%%
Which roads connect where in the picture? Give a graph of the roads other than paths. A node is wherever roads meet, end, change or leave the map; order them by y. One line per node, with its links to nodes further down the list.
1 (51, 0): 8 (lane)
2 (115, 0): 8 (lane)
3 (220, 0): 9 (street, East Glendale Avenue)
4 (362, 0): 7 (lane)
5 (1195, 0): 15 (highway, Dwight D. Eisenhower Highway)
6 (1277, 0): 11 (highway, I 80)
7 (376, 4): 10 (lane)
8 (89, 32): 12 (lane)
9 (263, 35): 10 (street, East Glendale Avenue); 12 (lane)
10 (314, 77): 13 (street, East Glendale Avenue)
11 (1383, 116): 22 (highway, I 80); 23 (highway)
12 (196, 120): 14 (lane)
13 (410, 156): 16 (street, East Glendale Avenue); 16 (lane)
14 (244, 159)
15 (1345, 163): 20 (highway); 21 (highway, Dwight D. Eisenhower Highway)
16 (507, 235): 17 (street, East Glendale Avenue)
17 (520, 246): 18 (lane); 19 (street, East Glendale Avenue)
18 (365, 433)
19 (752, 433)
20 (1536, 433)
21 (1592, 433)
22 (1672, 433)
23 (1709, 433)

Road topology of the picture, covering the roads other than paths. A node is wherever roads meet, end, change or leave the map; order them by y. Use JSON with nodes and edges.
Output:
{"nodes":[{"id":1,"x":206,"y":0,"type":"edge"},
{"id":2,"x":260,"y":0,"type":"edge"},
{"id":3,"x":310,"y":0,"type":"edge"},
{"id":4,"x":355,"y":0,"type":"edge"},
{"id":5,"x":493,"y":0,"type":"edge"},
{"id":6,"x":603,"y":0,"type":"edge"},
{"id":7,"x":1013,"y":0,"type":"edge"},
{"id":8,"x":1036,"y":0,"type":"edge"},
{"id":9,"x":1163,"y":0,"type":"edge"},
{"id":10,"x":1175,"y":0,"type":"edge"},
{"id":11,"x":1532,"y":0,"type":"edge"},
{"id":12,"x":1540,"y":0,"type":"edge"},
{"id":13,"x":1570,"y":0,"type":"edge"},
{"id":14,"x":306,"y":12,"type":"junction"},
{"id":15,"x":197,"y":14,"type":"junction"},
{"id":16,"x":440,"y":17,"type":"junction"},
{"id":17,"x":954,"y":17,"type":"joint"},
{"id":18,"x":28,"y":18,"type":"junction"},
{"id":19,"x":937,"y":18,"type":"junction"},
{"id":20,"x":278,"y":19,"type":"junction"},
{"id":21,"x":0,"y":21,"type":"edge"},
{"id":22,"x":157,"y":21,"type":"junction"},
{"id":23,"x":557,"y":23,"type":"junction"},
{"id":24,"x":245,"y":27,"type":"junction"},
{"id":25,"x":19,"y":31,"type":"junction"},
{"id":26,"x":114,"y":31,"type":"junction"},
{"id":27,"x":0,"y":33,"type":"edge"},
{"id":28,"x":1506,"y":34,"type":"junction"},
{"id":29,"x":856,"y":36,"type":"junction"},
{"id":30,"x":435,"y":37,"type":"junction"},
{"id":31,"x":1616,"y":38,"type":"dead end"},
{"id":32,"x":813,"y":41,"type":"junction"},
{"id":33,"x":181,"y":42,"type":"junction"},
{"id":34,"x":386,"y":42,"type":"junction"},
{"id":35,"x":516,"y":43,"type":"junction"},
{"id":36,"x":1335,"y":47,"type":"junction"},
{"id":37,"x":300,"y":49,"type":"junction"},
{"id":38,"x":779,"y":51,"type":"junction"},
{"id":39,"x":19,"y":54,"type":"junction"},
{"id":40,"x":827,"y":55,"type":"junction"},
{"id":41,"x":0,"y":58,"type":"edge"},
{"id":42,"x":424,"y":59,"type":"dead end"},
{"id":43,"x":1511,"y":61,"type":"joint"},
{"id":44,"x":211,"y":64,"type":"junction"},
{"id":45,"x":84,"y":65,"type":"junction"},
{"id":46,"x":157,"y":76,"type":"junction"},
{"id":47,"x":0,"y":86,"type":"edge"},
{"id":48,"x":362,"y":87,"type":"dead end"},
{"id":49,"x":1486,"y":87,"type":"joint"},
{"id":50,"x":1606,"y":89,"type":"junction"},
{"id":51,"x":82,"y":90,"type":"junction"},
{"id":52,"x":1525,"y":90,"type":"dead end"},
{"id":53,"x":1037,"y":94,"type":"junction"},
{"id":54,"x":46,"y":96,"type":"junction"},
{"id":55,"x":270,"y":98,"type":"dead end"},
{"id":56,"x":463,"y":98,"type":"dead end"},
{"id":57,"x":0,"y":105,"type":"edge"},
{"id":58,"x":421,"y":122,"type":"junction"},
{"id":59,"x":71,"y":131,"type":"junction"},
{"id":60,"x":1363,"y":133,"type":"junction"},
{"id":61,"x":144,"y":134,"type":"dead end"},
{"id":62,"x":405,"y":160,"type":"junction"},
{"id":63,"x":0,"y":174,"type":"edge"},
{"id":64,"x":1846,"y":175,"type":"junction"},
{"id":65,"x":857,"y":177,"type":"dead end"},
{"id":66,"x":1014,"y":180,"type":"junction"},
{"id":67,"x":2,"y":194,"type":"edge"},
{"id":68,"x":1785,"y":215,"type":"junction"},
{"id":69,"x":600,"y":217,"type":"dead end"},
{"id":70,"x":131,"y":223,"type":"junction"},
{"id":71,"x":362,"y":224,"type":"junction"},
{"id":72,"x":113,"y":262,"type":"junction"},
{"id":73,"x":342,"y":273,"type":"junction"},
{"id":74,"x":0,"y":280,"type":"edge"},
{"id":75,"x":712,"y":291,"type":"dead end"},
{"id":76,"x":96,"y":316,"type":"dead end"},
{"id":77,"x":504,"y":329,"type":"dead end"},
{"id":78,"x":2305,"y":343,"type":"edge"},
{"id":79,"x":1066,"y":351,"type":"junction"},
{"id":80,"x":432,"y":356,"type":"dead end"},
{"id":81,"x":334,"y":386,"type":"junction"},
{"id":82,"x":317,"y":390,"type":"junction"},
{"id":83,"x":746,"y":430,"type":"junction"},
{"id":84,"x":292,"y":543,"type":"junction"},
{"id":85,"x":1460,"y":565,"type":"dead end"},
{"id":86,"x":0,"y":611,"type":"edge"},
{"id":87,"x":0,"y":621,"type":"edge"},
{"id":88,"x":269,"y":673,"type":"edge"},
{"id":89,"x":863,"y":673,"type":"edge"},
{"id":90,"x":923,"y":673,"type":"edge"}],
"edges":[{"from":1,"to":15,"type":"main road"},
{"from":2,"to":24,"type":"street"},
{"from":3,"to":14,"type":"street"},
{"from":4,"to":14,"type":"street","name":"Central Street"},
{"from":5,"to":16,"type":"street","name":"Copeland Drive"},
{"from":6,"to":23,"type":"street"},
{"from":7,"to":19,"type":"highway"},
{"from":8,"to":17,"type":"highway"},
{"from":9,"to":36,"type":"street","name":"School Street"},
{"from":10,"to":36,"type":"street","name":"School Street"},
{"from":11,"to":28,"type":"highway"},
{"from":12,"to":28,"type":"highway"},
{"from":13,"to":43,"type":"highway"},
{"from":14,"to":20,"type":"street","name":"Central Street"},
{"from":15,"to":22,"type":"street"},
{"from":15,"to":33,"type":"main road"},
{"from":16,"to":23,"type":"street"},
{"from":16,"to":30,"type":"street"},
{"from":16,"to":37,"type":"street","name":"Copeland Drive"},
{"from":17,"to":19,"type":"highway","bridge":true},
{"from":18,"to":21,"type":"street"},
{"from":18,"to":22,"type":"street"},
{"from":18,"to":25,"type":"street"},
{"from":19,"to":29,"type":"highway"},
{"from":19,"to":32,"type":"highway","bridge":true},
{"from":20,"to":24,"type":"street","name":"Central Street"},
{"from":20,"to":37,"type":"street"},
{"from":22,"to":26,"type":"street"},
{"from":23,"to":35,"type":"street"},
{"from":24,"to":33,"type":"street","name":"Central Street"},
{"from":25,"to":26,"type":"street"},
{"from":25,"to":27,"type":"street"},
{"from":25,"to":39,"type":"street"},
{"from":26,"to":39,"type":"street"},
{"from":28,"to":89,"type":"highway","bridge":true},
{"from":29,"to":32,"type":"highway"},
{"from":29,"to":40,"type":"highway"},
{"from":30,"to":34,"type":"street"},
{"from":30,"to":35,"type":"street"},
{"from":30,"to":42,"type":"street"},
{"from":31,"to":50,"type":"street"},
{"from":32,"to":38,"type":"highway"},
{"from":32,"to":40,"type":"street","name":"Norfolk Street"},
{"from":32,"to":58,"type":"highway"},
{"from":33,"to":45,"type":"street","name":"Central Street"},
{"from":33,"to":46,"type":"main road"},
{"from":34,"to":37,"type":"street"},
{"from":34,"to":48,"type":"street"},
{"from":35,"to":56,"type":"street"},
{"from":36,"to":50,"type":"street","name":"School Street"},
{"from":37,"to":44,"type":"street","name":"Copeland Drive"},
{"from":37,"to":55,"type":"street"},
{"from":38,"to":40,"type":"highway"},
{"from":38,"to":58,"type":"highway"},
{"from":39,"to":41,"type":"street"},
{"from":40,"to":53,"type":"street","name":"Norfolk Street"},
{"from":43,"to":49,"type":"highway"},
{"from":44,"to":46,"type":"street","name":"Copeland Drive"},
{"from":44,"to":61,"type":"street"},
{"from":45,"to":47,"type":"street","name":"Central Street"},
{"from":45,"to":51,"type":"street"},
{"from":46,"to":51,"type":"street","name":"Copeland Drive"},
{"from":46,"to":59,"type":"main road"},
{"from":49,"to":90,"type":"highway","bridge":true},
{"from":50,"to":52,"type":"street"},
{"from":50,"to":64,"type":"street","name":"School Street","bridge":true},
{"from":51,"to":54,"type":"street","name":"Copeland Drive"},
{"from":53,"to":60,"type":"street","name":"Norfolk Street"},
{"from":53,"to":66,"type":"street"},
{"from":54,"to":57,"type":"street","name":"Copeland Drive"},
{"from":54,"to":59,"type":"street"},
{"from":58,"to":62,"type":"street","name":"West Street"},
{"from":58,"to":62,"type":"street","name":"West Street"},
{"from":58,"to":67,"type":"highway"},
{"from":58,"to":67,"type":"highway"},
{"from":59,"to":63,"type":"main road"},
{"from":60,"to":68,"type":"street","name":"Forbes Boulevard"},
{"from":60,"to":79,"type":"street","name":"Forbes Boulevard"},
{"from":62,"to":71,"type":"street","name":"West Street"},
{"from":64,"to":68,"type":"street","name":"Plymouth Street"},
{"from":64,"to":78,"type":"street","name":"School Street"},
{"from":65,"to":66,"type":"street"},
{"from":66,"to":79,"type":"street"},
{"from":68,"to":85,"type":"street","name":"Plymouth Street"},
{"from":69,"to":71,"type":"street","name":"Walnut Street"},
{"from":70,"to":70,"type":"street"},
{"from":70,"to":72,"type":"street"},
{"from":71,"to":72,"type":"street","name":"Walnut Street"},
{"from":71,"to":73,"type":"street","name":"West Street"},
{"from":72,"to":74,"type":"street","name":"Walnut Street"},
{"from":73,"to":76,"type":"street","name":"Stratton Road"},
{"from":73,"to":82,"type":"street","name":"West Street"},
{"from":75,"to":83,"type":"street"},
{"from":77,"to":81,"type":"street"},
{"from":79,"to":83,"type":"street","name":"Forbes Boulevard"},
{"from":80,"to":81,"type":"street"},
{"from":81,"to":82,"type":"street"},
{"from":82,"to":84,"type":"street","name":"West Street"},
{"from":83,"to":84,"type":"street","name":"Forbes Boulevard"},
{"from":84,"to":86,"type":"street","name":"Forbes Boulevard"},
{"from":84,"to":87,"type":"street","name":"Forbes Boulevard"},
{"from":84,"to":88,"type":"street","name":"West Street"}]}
%%
%%
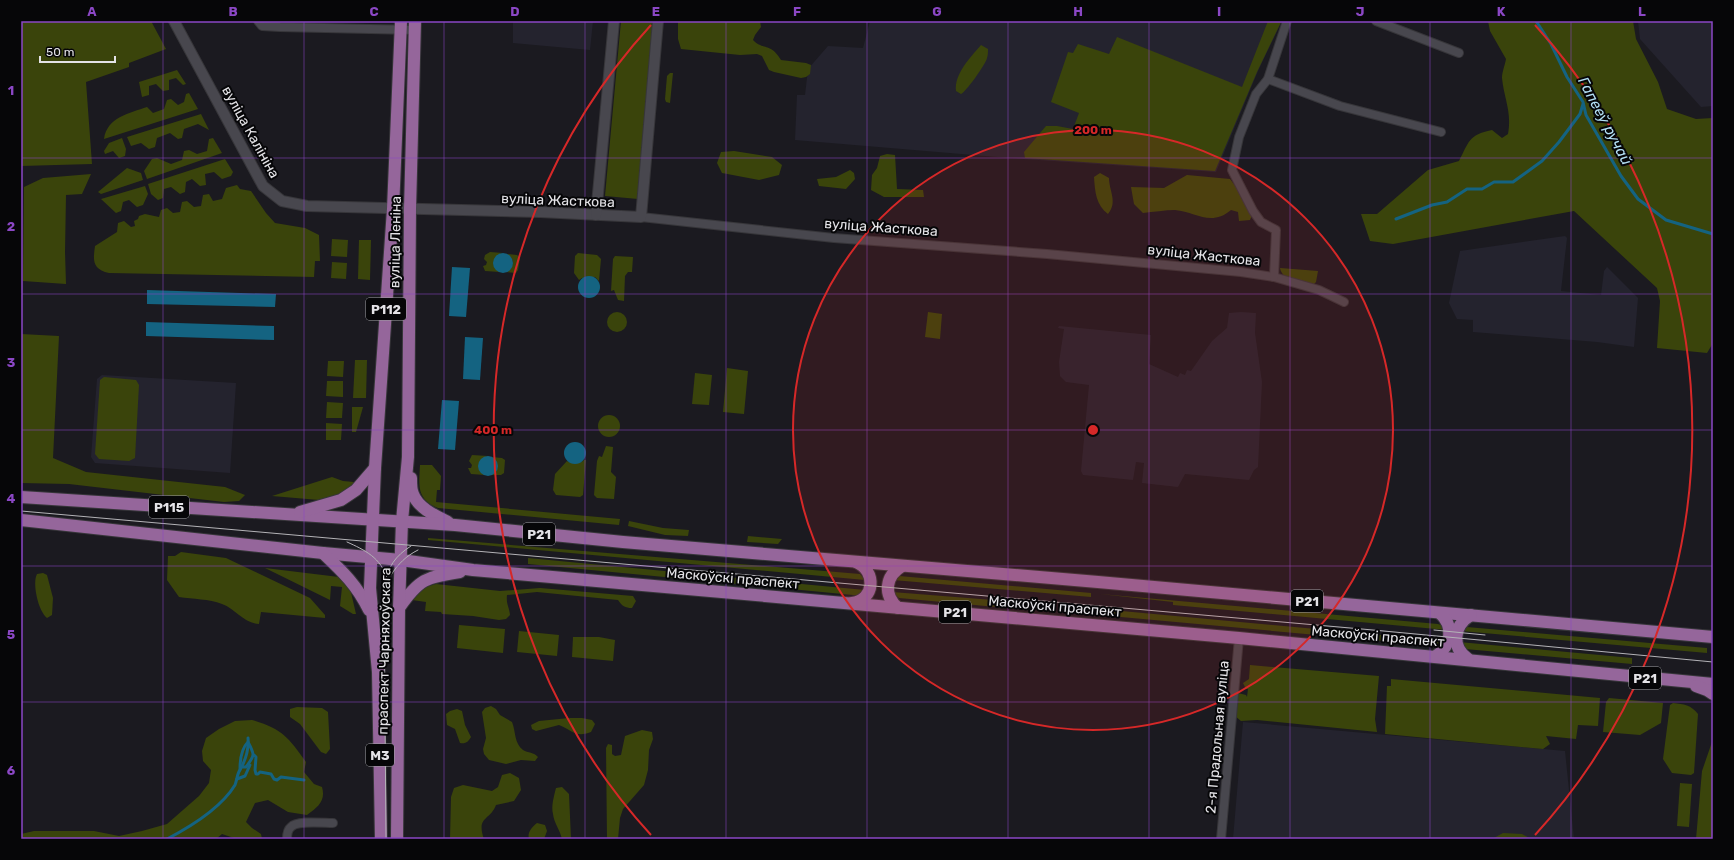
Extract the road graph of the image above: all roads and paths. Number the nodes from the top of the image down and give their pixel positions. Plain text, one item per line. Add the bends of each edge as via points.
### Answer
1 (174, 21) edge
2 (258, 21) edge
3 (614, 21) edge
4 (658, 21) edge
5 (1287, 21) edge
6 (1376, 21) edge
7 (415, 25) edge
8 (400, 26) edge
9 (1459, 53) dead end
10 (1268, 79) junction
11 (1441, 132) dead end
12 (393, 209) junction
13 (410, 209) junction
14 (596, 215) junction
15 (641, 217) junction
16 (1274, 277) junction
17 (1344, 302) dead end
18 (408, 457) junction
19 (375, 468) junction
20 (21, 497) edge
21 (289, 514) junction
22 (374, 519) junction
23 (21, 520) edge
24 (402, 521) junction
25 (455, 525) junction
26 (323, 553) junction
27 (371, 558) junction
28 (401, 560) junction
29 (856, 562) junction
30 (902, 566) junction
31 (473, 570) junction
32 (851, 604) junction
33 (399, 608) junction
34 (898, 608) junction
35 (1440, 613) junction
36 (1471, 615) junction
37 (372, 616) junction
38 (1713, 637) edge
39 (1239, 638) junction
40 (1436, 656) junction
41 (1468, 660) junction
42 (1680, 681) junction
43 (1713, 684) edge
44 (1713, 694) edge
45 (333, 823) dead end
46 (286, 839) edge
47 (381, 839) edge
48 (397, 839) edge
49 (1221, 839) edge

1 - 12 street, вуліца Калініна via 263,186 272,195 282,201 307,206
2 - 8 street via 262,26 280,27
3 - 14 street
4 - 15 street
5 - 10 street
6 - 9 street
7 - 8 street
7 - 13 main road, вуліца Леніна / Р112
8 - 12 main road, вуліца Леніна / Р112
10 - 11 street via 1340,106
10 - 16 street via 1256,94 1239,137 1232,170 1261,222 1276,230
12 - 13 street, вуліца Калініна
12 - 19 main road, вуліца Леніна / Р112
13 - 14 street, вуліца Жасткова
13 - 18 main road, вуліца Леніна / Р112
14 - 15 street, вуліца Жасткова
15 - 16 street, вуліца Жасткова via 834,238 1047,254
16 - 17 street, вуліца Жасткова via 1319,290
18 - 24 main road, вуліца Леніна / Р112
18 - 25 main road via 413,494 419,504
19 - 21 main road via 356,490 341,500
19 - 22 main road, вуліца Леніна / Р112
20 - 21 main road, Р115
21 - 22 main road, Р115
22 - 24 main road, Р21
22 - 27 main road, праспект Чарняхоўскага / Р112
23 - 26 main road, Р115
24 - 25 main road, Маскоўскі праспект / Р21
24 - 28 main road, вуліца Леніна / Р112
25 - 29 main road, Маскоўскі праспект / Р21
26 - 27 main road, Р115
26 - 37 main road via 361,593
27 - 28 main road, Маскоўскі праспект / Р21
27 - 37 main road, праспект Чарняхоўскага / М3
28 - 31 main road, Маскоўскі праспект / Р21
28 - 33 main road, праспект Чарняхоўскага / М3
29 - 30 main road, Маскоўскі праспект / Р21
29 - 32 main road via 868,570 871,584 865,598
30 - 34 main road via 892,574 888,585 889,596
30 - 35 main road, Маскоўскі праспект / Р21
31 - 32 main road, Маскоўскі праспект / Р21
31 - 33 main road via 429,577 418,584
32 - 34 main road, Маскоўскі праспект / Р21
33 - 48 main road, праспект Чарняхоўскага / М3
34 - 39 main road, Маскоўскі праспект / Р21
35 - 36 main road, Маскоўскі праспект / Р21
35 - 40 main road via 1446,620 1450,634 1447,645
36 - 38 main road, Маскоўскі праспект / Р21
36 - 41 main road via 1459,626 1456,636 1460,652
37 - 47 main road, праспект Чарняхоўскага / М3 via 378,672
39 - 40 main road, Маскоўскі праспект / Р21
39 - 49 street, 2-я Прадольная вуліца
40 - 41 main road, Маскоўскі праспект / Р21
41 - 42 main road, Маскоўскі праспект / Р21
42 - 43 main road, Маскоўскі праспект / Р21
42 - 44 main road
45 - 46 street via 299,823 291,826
%%
Retype only the lines above between the line with "Which roads connect" and the line with "Road topology of", counting those two lines as well, and keep every character as it is.

■ **RESPONSE**
Which roads connect where in the picture? Give a graph of the roads other than paths. A node is wherever roads meet, end, change or leave the map; order them by y. One line per node, with its links to nodes further down the list.
1 (51, 0): 8 (lane)
2 (115, 0): 8 (lane)
3 (220, 0): 9 (street, East Glendale Avenue)
4 (362, 0): 7 (lane)
5 (1195, 0): 15 (highway, Dwight D. Eisenhower Highway)
6 (1277, 0): 11 (highway, I 80)
7 (376, 4): 10 (lane)
8 (89, 32): 12 (lane)
9 (263, 35): 10 (street, East Glendale Avenue); 12 (lane)
10 (314, 77): 13 (street, East Glendale Avenue)
11 (1383, 116): 22 (highway, I 80); 23 (highway)
12 (196, 120): 14 (lane)
13 (410, 156): 16 (street, East Glendale Avenue); 16 (lane)
14 (244, 159)
15 (1345, 163): 20 (highway); 21 (highway, Dwight D. Eisenhower Highway)
16 (507, 235): 17 (street, East Glendale Avenue)
17 (520, 246): 18 (lane); 19 (street, East Glendale Avenue)
18 (365, 433)
19 (752, 433)
20 (1536, 433)
21 (1592, 433)
22 (1672, 433)
23 (1709, 433)

Road topology of the picture, covering the roads other than paths. A node is wherever roads meet, end, change or leave the map; order them by y. Use JSON with nodes and edges.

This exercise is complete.